--- DATASET RECORDS Enclosed Below ---

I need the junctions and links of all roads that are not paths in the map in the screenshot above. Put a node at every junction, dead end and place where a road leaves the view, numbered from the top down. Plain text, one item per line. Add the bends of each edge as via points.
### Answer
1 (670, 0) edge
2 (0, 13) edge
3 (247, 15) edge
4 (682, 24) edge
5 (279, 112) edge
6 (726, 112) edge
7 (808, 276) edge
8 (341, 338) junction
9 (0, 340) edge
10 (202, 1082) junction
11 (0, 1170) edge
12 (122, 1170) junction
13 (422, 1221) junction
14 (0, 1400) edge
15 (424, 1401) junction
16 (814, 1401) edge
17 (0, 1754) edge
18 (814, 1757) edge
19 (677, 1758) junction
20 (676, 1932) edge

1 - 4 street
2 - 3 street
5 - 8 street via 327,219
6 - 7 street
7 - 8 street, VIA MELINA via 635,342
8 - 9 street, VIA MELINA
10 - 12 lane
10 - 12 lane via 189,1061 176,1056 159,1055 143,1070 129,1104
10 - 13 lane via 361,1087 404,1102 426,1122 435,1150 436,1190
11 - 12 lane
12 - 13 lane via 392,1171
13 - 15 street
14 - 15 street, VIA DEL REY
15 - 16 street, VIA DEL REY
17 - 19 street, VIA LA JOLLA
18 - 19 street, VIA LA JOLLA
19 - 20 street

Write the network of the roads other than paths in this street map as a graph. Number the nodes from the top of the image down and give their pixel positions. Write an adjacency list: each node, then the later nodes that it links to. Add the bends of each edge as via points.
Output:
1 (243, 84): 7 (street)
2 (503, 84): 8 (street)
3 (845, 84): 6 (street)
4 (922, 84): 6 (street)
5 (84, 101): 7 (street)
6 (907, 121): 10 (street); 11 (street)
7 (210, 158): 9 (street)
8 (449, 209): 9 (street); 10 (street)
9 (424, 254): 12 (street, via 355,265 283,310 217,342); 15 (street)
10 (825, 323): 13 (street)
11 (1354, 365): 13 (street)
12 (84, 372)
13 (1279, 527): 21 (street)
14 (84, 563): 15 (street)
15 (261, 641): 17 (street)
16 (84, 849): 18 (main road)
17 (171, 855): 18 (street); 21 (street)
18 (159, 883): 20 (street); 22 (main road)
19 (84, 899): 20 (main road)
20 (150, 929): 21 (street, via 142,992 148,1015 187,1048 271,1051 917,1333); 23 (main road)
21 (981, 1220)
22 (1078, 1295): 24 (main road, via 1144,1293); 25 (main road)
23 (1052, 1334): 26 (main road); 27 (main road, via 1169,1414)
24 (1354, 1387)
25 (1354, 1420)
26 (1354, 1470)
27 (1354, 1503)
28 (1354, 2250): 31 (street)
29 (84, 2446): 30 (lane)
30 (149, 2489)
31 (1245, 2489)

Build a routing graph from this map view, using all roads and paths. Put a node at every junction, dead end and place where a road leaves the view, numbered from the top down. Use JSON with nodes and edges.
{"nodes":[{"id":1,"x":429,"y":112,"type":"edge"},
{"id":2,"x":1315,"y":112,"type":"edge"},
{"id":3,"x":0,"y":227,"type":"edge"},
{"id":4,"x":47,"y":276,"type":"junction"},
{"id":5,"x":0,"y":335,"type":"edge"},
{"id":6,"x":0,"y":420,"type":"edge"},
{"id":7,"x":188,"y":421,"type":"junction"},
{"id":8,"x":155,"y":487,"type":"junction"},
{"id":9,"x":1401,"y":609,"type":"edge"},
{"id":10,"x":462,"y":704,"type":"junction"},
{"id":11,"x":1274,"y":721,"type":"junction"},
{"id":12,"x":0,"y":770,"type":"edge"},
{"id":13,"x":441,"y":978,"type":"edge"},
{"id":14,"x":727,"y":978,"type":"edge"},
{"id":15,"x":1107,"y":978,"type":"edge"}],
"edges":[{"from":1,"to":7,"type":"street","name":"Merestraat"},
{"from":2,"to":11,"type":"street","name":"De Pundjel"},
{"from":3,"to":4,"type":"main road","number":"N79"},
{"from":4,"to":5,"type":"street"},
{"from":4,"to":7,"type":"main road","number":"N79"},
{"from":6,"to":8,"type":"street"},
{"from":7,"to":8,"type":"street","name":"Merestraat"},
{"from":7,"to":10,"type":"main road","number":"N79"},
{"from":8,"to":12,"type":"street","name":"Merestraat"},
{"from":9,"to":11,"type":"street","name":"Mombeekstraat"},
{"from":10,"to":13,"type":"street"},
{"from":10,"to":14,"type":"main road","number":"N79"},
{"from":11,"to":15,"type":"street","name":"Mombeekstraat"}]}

--- End of Enclosed DATASET RECORDS ---

**WHAT THE TASK ASKS**
What is needed is an exact, complete copy of the entries above.

**THE COMPLETED TASK**
I need the junctions and links of all roads that are not paths in the map in the screenshot above. Put a node at every junction, dead end and place where a road leaves the view, numbered from the top down. Plain text, one item per line. Add the bends of each edge as via points.
### Answer
1 (670, 0) edge
2 (0, 13) edge
3 (247, 15) edge
4 (682, 24) edge
5 (279, 112) edge
6 (726, 112) edge
7 (808, 276) edge
8 (341, 338) junction
9 (0, 340) edge
10 (202, 1082) junction
11 (0, 1170) edge
12 (122, 1170) junction
13 (422, 1221) junction
14 (0, 1400) edge
15 (424, 1401) junction
16 (814, 1401) edge
17 (0, 1754) edge
18 (814, 1757) edge
19 (677, 1758) junction
20 (676, 1932) edge

1 - 4 street
2 - 3 street
5 - 8 street via 327,219
6 - 7 street
7 - 8 street, VIA MELINA via 635,342
8 - 9 street, VIA MELINA
10 - 12 lane
10 - 12 lane via 189,1061 176,1056 159,1055 143,1070 129,1104
10 - 13 lane via 361,1087 404,1102 426,1122 435,1150 436,1190
11 - 12 lane
12 - 13 lane via 392,1171
13 - 15 street
14 - 15 street, VIA DEL REY
15 - 16 street, VIA DEL REY
17 - 19 street, VIA LA JOLLA
18 - 19 street, VIA LA JOLLA
19 - 20 street

Write the network of the roads other than paths in this street map as a graph. Number the nodes from the top of the image down and give their pixel positions. Write an adjacency list: each node, then the later nodes that it links to. Add the bends of each edge as via points.
Output:
1 (243, 84): 7 (street)
2 (503, 84): 8 (street)
3 (845, 84): 6 (street)
4 (922, 84): 6 (street)
5 (84, 101): 7 (street)
6 (907, 121): 10 (street); 11 (street)
7 (210, 158): 9 (street)
8 (449, 209): 9 (street); 10 (street)
9 (424, 254): 12 (street, via 355,265 283,310 217,342); 15 (street)
10 (825, 323): 13 (street)
11 (1354, 365): 13 (street)
12 (84, 372)
13 (1279, 527): 21 (street)
14 (84, 563): 15 (street)
15 (261, 641): 17 (street)
16 (84, 849): 18 (main road)
17 (171, 855): 18 (street); 21 (street)
18 (159, 883): 20 (street); 22 (main road)
19 (84, 899): 20 (main road)
20 (150, 929): 21 (street, via 142,992 148,1015 187,1048 271,1051 917,1333); 23 (main road)
21 (981, 1220)
22 (1078, 1295): 24 (main road, via 1144,1293); 25 (main road)
23 (1052, 1334): 26 (main road); 27 (main road, via 1169,1414)
24 (1354, 1387)
25 (1354, 1420)
26 (1354, 1470)
27 (1354, 1503)
28 (1354, 2250): 31 (street)
29 (84, 2446): 30 (lane)
30 (149, 2489)
31 (1245, 2489)

Build a routing graph from this map view, using all roads and paths. Put a node at every junction, dead end and place where a road leaves the view, numbered from the top down. Use JSON with nodes and edges.
{"nodes":[{"id":1,"x":429,"y":112,"type":"edge"},
{"id":2,"x":1315,"y":112,"type":"edge"},
{"id":3,"x":0,"y":227,"type":"edge"},
{"id":4,"x":47,"y":276,"type":"junction"},
{"id":5,"x":0,"y":335,"type":"edge"},
{"id":6,"x":0,"y":420,"type":"edge"},
{"id":7,"x":188,"y":421,"type":"junction"},
{"id":8,"x":155,"y":487,"type":"junction"},
{"id":9,"x":1401,"y":609,"type":"edge"},
{"id":10,"x":462,"y":704,"type":"junction"},
{"id":11,"x":1274,"y":721,"type":"junction"},
{"id":12,"x":0,"y":770,"type":"edge"},
{"id":13,"x":441,"y":978,"type":"edge"},
{"id":14,"x":727,"y":978,"type":"edge"},
{"id":15,"x":1107,"y":978,"type":"edge"}],
"edges":[{"from":1,"to":7,"type":"street","name":"Merestraat"},
{"from":2,"to":11,"type":"street","name":"De Pundjel"},
{"from":3,"to":4,"type":"main road","number":"N79"},
{"from":4,"to":5,"type":"street"},
{"from":4,"to":7,"type":"main road","number":"N79"},
{"from":6,"to":8,"type":"street"},
{"from":7,"to":8,"type":"street","name":"Merestraat"},
{"from":7,"to":10,"type":"main road","number":"N79"},
{"from":8,"to":12,"type":"street","name":"Merestraat"},
{"from":9,"to":11,"type":"street","name":"Mombeekstraat"},
{"from":10,"to":13,"type":"street"},
{"from":10,"to":14,"type":"main road","number":"N79"},
{"from":11,"to":15,"type":"street","name":"Mombeekstraat"}]}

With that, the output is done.